Exercise requirements:
For the data that follows, report how many lines include the string "المروه", and write the number alone.

Working data:

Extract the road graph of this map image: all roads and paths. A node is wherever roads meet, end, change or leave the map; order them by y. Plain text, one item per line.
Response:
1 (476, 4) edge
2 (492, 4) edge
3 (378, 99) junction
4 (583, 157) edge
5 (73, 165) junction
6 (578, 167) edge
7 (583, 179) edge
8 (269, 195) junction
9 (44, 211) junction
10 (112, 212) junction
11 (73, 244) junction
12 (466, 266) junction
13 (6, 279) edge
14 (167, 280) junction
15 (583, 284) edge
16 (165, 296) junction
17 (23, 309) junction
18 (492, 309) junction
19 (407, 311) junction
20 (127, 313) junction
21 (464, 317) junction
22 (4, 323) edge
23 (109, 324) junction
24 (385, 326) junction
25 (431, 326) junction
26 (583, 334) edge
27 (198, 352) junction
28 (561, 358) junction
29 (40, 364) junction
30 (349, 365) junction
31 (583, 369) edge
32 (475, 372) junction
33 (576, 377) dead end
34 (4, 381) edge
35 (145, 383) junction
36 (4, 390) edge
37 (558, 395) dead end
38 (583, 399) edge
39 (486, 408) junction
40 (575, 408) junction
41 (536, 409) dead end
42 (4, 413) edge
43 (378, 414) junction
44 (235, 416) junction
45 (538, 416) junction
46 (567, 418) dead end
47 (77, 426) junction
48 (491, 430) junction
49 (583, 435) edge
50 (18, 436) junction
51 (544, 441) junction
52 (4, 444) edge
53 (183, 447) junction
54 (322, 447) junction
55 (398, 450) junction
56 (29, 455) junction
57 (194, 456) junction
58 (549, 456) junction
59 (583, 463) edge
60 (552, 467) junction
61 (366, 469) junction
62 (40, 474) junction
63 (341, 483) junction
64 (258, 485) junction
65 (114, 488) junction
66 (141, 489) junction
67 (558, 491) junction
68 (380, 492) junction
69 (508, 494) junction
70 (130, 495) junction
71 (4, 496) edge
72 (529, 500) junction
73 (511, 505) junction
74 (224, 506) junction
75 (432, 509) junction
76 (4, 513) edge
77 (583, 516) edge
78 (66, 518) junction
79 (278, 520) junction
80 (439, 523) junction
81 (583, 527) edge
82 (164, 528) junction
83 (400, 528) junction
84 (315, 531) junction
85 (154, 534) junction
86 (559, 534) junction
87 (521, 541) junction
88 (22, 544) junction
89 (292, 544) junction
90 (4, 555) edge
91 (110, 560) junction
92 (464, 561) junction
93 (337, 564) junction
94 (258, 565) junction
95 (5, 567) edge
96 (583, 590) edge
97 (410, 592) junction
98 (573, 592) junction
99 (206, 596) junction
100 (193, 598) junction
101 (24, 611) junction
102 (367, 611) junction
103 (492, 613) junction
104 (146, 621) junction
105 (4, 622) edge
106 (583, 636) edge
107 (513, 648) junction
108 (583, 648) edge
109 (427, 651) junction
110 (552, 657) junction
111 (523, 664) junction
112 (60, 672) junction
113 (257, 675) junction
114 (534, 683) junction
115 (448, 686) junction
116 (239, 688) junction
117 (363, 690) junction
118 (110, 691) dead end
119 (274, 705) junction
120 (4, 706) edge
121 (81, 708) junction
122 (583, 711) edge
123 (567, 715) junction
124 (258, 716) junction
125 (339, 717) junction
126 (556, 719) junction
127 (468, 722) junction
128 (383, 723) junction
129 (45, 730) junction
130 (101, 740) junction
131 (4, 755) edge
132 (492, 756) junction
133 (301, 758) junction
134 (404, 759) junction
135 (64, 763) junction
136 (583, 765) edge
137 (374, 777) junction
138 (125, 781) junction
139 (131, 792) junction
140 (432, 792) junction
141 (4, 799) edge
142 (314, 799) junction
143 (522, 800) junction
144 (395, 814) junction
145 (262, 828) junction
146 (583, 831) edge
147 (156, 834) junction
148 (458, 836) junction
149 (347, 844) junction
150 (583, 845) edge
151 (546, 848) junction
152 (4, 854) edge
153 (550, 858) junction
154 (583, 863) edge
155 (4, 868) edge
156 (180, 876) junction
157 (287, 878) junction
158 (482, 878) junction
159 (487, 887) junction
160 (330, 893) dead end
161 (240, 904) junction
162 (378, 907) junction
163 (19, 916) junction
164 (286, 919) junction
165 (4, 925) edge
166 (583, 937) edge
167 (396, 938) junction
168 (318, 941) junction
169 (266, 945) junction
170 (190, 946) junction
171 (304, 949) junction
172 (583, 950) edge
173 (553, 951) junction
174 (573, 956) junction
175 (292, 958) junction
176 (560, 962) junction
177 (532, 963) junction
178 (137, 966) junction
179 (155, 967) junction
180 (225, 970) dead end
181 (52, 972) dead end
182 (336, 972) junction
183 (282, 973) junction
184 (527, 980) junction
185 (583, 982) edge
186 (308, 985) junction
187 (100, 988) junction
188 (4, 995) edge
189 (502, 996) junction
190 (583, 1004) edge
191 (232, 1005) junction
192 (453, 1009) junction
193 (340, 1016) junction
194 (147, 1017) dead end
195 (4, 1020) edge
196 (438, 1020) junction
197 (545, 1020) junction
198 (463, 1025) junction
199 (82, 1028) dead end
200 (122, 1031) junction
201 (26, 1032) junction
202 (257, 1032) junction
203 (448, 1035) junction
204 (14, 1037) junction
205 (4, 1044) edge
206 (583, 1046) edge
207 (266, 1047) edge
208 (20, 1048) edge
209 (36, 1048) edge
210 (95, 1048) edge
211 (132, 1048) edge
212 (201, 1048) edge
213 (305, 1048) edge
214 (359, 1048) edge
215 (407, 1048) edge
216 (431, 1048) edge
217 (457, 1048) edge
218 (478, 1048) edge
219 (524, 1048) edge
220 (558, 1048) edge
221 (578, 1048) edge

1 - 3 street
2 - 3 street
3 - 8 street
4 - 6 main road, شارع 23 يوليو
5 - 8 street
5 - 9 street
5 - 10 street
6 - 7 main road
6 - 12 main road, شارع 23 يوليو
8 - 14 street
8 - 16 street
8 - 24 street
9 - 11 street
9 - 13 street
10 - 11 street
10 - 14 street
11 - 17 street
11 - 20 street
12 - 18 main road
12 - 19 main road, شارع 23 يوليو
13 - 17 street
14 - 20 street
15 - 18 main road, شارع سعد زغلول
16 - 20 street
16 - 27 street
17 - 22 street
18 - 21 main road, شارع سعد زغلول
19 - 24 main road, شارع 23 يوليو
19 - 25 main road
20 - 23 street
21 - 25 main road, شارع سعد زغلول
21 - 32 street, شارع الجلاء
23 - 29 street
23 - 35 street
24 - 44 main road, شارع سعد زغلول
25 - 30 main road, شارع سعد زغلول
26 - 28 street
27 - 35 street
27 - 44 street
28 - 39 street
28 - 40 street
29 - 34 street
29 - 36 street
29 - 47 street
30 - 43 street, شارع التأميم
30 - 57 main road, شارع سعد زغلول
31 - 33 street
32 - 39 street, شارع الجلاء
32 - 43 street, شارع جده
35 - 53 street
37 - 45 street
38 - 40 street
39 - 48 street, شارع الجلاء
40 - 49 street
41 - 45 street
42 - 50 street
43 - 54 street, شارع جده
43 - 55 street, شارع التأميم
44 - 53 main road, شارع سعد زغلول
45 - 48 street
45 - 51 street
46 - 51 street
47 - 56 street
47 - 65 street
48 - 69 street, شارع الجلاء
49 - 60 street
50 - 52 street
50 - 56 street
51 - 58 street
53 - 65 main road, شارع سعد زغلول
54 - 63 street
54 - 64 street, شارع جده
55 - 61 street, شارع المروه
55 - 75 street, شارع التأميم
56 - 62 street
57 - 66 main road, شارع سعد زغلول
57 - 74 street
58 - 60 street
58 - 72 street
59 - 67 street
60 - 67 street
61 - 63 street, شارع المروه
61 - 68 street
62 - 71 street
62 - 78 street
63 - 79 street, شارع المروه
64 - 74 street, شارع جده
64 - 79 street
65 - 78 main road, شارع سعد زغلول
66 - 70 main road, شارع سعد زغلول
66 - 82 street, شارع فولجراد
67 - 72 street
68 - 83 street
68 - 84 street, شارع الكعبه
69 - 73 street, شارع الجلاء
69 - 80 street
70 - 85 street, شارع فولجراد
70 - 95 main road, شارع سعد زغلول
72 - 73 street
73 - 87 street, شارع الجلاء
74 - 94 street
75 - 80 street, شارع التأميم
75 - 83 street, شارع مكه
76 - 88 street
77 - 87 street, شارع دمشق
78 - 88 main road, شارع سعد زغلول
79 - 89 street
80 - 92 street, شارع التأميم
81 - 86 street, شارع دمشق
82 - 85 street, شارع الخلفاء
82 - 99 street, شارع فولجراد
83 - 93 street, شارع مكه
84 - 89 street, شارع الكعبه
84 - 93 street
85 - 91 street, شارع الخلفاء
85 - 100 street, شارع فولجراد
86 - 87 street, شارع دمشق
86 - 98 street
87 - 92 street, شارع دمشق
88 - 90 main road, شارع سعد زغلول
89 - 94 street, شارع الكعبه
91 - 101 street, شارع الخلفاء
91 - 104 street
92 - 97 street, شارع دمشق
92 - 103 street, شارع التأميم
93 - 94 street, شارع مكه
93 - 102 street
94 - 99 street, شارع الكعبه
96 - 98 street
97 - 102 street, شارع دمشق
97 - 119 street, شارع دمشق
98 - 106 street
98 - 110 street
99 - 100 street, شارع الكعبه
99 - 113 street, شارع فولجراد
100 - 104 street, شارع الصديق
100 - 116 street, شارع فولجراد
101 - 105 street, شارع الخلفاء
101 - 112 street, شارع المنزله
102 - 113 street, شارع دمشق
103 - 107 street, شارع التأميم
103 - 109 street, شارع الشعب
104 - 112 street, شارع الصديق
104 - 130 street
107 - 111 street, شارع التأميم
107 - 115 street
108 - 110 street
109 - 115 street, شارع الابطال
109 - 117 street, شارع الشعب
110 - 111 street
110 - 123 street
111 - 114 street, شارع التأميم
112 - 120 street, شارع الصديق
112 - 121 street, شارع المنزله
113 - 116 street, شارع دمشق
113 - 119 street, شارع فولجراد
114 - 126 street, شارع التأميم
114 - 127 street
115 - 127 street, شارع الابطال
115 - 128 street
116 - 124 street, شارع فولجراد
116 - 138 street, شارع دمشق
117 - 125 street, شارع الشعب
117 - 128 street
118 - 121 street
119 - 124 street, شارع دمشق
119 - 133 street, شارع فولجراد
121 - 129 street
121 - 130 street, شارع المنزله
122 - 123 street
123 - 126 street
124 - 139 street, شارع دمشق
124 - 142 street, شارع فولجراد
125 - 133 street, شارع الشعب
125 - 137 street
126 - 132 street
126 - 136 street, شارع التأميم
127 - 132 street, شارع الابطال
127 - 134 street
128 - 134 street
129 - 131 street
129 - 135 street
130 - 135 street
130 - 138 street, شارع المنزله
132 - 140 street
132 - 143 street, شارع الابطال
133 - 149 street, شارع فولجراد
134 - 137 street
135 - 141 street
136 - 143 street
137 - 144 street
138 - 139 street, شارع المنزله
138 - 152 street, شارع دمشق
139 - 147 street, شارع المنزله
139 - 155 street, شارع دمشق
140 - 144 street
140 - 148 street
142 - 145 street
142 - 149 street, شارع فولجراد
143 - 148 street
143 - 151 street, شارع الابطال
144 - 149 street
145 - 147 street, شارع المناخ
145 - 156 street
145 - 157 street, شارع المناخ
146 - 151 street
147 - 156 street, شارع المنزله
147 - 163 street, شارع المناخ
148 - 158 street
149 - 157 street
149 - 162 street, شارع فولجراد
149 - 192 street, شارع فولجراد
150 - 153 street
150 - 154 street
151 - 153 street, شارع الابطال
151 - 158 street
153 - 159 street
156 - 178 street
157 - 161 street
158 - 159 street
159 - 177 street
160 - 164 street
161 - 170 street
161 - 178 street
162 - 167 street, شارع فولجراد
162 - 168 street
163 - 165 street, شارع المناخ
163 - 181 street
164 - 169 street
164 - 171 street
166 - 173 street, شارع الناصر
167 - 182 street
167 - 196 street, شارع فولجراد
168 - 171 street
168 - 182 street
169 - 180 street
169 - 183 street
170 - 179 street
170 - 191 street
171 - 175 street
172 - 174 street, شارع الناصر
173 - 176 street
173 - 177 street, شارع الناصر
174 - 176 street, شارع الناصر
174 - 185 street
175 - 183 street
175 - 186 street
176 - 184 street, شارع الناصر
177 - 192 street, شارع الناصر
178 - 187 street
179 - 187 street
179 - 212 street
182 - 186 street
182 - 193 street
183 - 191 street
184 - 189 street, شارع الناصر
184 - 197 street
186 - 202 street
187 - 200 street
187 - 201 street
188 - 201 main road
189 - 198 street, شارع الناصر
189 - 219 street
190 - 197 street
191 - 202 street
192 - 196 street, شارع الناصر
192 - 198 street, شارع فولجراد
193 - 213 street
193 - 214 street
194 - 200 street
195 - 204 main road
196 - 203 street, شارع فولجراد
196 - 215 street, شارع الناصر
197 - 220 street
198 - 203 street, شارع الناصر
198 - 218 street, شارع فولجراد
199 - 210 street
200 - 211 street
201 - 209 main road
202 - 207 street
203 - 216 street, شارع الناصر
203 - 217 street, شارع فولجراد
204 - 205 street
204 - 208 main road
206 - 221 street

Exercise result:
3